Si l’électorat guatémaltèque avait repoussé par les urnes l’ancien dictateur Efraín Rios Montt (reconverti en pasteur fondamentaliste) lors de l’élection de novembre 2003, il pourrait cette fois ouvrir les portes institutionnelles à une option non moins militariste.

Ex-général favori
Cette fragile démocratie – issue des accords de paix entre le pouvoir et la guérilla de la URNG en décembre 1996 – risque ainsi de faire un pas en arrière dans sa lente consolidation, et nage à contre-courant dans une région qui – exception hondurienne mise à part – s’est éloignée durant le début du XXIe siècle des coups d’Etat et de la tentation d’extrême droite.
A l’ex-guérilla du Front Farabundo Marti (FMLN) qui gouverne le Salvador s’ajoute en effet le Front sandiniste de libération nationale (FSLN) à la tête du Nicaragua. Les sondages prédisent d’ailleurs une victoire quasi assurée de Daniel Ortega lors des joutes électorales du 6 novembre prochain. Simultanément, au Honduras, les mobilisations sociales ont obtenu en mai dernier le retour au pays de l’ancien président, démontrant que, sans la participation de l’opposition pro-Zelaya, ce pays est politiquement ingérable.
Dimanche 11 septembre, en plus de l’exécutif, les citoyens désigneront 158 députés, 20 élus au parlement centraméricain, ainsi que 333 autorités municipales. Si les derniers sondages devaient se confirmer dimanche, l’ex-général Pérez Molina gagnerait haut la main. Le score attendu, entre 40% et 45%, ne lui permettrait cependant pas d’être couronné lors du premier tour. Mais le second, qui se déroulera le 6 novembre, devrait n’être qu’une formalité.

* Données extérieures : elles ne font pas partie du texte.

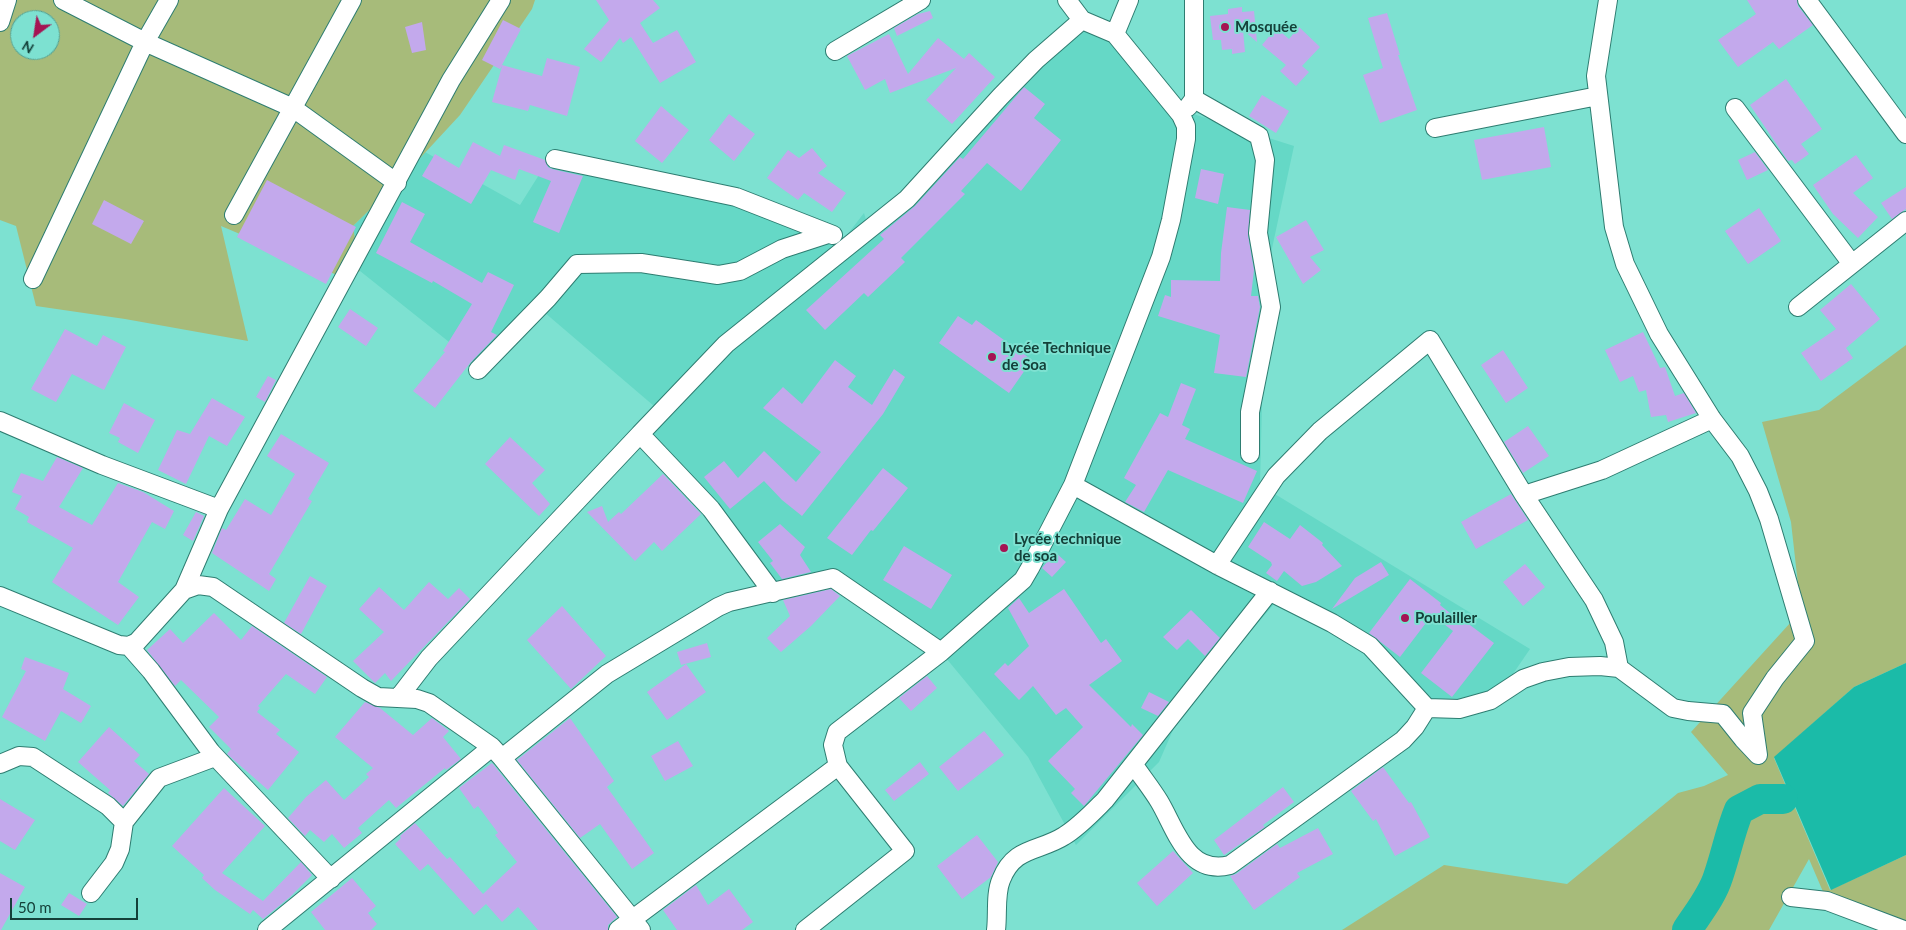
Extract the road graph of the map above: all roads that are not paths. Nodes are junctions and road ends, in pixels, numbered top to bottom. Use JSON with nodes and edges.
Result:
{"nodes":[{"id":1,"x":7,"y":0,"type":"edge"},
{"id":2,"x":63,"y":0,"type":"edge"},
{"id":3,"x":169,"y":0,"type":"edge"},
{"id":4,"x":352,"y":0,"type":"edge"},
{"id":5,"x":501,"y":0,"type":"edge"},
{"id":6,"x":921,"y":0,"type":"edge"},
{"id":7,"x":1067,"y":0,"type":"edge"},
{"id":8,"x":1129,"y":0,"type":"edge"},
{"id":9,"x":1194,"y":0,"type":"edge"},
{"id":10,"x":1608,"y":0,"type":"edge"},
{"id":11,"x":1807,"y":0,"type":"edge"},
{"id":12,"x":1082,"y":20,"type":"junction"},
{"id":13,"x":0,"y":22,"type":"edge"},
{"id":14,"x":1115,"y":34,"type":"junction"},
{"id":15,"x":145,"y":42,"type":"junction"},
{"id":16,"x":835,"y":51,"type":"dead end"},
{"id":17,"x":1598,"y":96,"type":"junction"},
{"id":18,"x":1194,"y":99,"type":"junction"},
{"id":19,"x":293,"y":108,"type":"junction"},
{"id":20,"x":1735,"y":108,"type":"dead end"},
{"id":21,"x":1181,"y":115,"type":"junction"},
{"id":22,"x":1436,"y":128,"type":"dead end"},
{"id":23,"x":1906,"y":134,"type":"edge"},
{"id":24,"x":555,"y":159,"type":"dead end"},
{"id":25,"x":397,"y":184,"type":"junction"},
{"id":26,"x":234,"y":215,"type":"dead end"},
{"id":27,"x":1906,"y":221,"type":"edge"},
{"id":28,"x":828,"y":234,"type":"junction"},
{"id":29,"x":852,"y":243,"type":"junction"},
{"id":30,"x":1852,"y":264,"type":"junction"},
{"id":31,"x":33,"y":279,"type":"dead end"},
{"id":32,"x":1798,"y":307,"type":"dead end"},
{"id":33,"x":478,"y":370,"type":"dead end"},
{"id":34,"x":1712,"y":419,"type":"junction"},
{"id":35,"x":0,"y":421,"type":"edge"},
{"id":36,"x":640,"y":434,"type":"junction"},
{"id":37,"x":1250,"y":454,"type":"dead end"},
{"id":38,"x":1073,"y":485,"type":"junction"},
{"id":39,"x":1524,"y":495,"type":"junction"},
{"id":40,"x":219,"y":509,"type":"junction"},
{"id":41,"x":1217,"y":565,"type":"junction"},
{"id":42,"x":184,"y":590,"type":"junction"},
{"id":43,"x":1270,"y":591,"type":"junction"},
{"id":44,"x":773,"y":593,"type":"junction"},
{"id":45,"x":0,"y":596,"type":"edge"},
{"id":46,"x":129,"y":646,"type":"junction"},
{"id":47,"x":941,"y":652,"type":"junction"},
{"id":48,"x":1619,"y":668,"type":"junction"},
{"id":49,"x":399,"y":697,"type":"junction"},
{"id":50,"x":1428,"y":708,"type":"junction"},
{"id":51,"x":497,"y":752,"type":"junction"},
{"id":52,"x":215,"y":757,"type":"junction"},
{"id":53,"x":0,"y":764,"type":"edge"},
{"id":54,"x":1134,"y":765,"type":"junction"},
{"id":55,"x":838,"y":766,"type":"junction"},
{"id":56,"x":124,"y":822,"type":"junction"},
{"id":57,"x":331,"y":878,"type":"junction"},
{"id":58,"x":92,"y":893,"type":"dead end"},
{"id":59,"x":1791,"y":897,"type":"dead end"},
{"id":60,"x":636,"y":924,"type":"edge"},
{"id":61,"x":1895,"y":929,"type":"edge"},
{"id":62,"x":268,"y":930,"type":"edge"},
{"id":63,"x":618,"y":930,"type":"edge"},
{"id":64,"x":805,"y":930,"type":"edge"},
{"id":65,"x":996,"y":930,"type":"edge"}],
"edges":[{"from":1,"to":13,"type":"street"},
{"from":2,"to":15,"type":"street"},
{"from":3,"to":15,"type":"street"},
{"from":4,"to":19,"type":"street"},
{"from":5,"to":25,"type":"street"},
{"from":6,"to":16,"type":"street"},
{"from":7,"to":12,"type":"street"},
{"from":8,"to":14,"type":"street"},
{"from":9,"to":18,"type":"street"},
{"from":10,"to":17,"type":"street"},
{"from":11,"to":23,"type":"street"},
{"from":12,"to":14,"type":"street"},
{"from":12,"to":29,"type":"street"},
{"from":14,"to":21,"type":"street"},
{"from":15,"to":19,"type":"street"},
{"from":15,"to":31,"type":"street"},
{"from":17,"to":22,"type":"street"},
{"from":17,"to":34,"type":"street"},
{"from":18,"to":21,"type":"street"},
{"from":18,"to":37,"type":"street"},
{"from":19,"to":25,"type":"street"},
{"from":19,"to":26,"type":"street"},
{"from":20,"to":30,"type":"street"},
{"from":21,"to":38,"type":"street"},
{"from":24,"to":28,"type":"street"},
{"from":25,"to":40,"type":"street"},
{"from":27,"to":30,"type":"street"},
{"from":28,"to":29,"type":"street"},
{"from":28,"to":33,"type":"street"},
{"from":29,"to":36,"type":"street"},
{"from":30,"to":32,"type":"street"},
{"from":34,"to":39,"type":"street"},
{"from":34,"to":48,"type":"street"},
{"from":35,"to":40,"type":"street"},
{"from":36,"to":44,"type":"street"},
{"from":36,"to":49,"type":"street"},
{"from":38,"to":41,"type":"street"},
{"from":38,"to":47,"type":"street"},
{"from":39,"to":41,"type":"street"},
{"from":39,"to":48,"type":"street"},
{"from":40,"to":42,"type":"street"},
{"from":41,"to":43,"type":"street"},
{"from":42,"to":46,"type":"street"},
{"from":42,"to":49,"type":"street"},
{"from":43,"to":50,"type":"street"},
{"from":43,"to":54,"type":"street"},
{"from":44,"to":47,"type":"street"},
{"from":44,"to":51,"type":"street"},
{"from":45,"to":46,"type":"street"},
{"from":46,"to":52,"type":"street"},
{"from":47,"to":55,"type":"street"},
{"from":48,"to":50,"type":"street"},
{"from":49,"to":51,"type":"street"},
{"from":50,"to":54,"type":"street"},
{"from":51,"to":57,"type":"street"},
{"from":51,"to":60,"type":"street"},
{"from":52,"to":56,"type":"street"},
{"from":52,"to":57,"type":"street"},
{"from":53,"to":56,"type":"street"},
{"from":54,"to":65,"type":"street"},
{"from":55,"to":60,"type":"street"},
{"from":55,"to":64,"type":"street"},
{"from":56,"to":58,"type":"street"},
{"from":57,"to":62,"type":"street"},
{"from":59,"to":61,"type":"street"},
{"from":60,"to":63,"type":"street"}]}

Empêchée de se présenter par la Cour constitutionnelle, Sandra Torres, l’épouse du président sortant Alvaro Colom, a laissé le centre-gauche orphelien. Du coup, derrière le militaire n’apparaissent que des candidats situés à droite de l’échiquier politique, comme Manuel Baldizon (crédité de 20%) et Eduardo Suger (10%). 
Quant à Rigoberta Menchu, Prix Nobel de la paix, soutenue par l’ancienne guérilla et le parti indigène Winaq, elle obtiendrait moins de 3% des voix. Dans un pays où environ la moitié de la population est d’origine indigène, la majorité de celle-ci ne se sent pas représentée par les organisations autochtones ayant des aspirations électorales.
Bien que la problématique de la violence sociale soit effectivement un thème important, l’extrême droite l’agite et l’instrumentalise à des fins politiques. « Mon gouvernement aura une main de fer ; je vais combattre le crime organisé et la violence avec l’armée... Seront utilisées des stratégies militaires pour éradiquer la violence à la racine », souligne M. Pérez Molina dans ses discours. Appelant même à rétablir les fuerzas de tarea (groupes paramilitaires), une tactique employée par l’armée contre la guérilla, tant au Guatemala que dans une bonne partie de l’Amérique latine durant les années 1970 à 1990, lorsque dominait la doctrine de la sécurité d’Etat.
« Beaucoup de nos partenaires guatémaltèques nous disent leur grande préoccupation devant ce discours, ainsi que la perspective d’une augmentation de la violence institutionnelle et d’une nouvelle vague répressive, qui toucherait principalement les défenseurs des droits humains et le mouvement social dans sa totalité », avertit Kart Heuberger, responsable de l’EPER pour l’Amérique centrale, Pour lui, le thème de la violence cache deux autres thématiques très présentes dans les préoccupations des Guatémaltèques : la sécurité alimentaire et la persécution des défenseurs des droits humains.
Le 26 août dernier, cinq organisations et réseaux mondiaux de renom, dont la Via Campesina et FIAN (organisation internationale pour le droit à l’alimentation), ont fait entendre leur voix au Guatemala même. Elles ont publié un rapport élaboré par une mission internationale, exprimant leur énorme préoccupation pour « la crise alimentaire prolongée qui continue à provoquer des ravages au Guatemala », ainsi que pour « le climat de criminalisation et de persécution des défenseurs des droits humains », spécialement celles et ceux qui défendent les droits économiques, sociaux, culturels, ainsi que ceux des femmes (lire ci-dessous).
« Nous sommes très préoccupés par la question de la souveraineté alimentaire. Nous ne voyons pas d’actions cohérentes, ni de la part des autorités, ni de la part de la communauté internationale », souligne Kart Heuberger. La tragédie est qu’avec ses richesses naturelles le Guatemala pourrait alimenter l’ensemble de l’Amérique centrale, alors qu’il vit aujourd’hui une pénurie alimentaire croissante qui menace même de se convertir en famine, explique-t-il.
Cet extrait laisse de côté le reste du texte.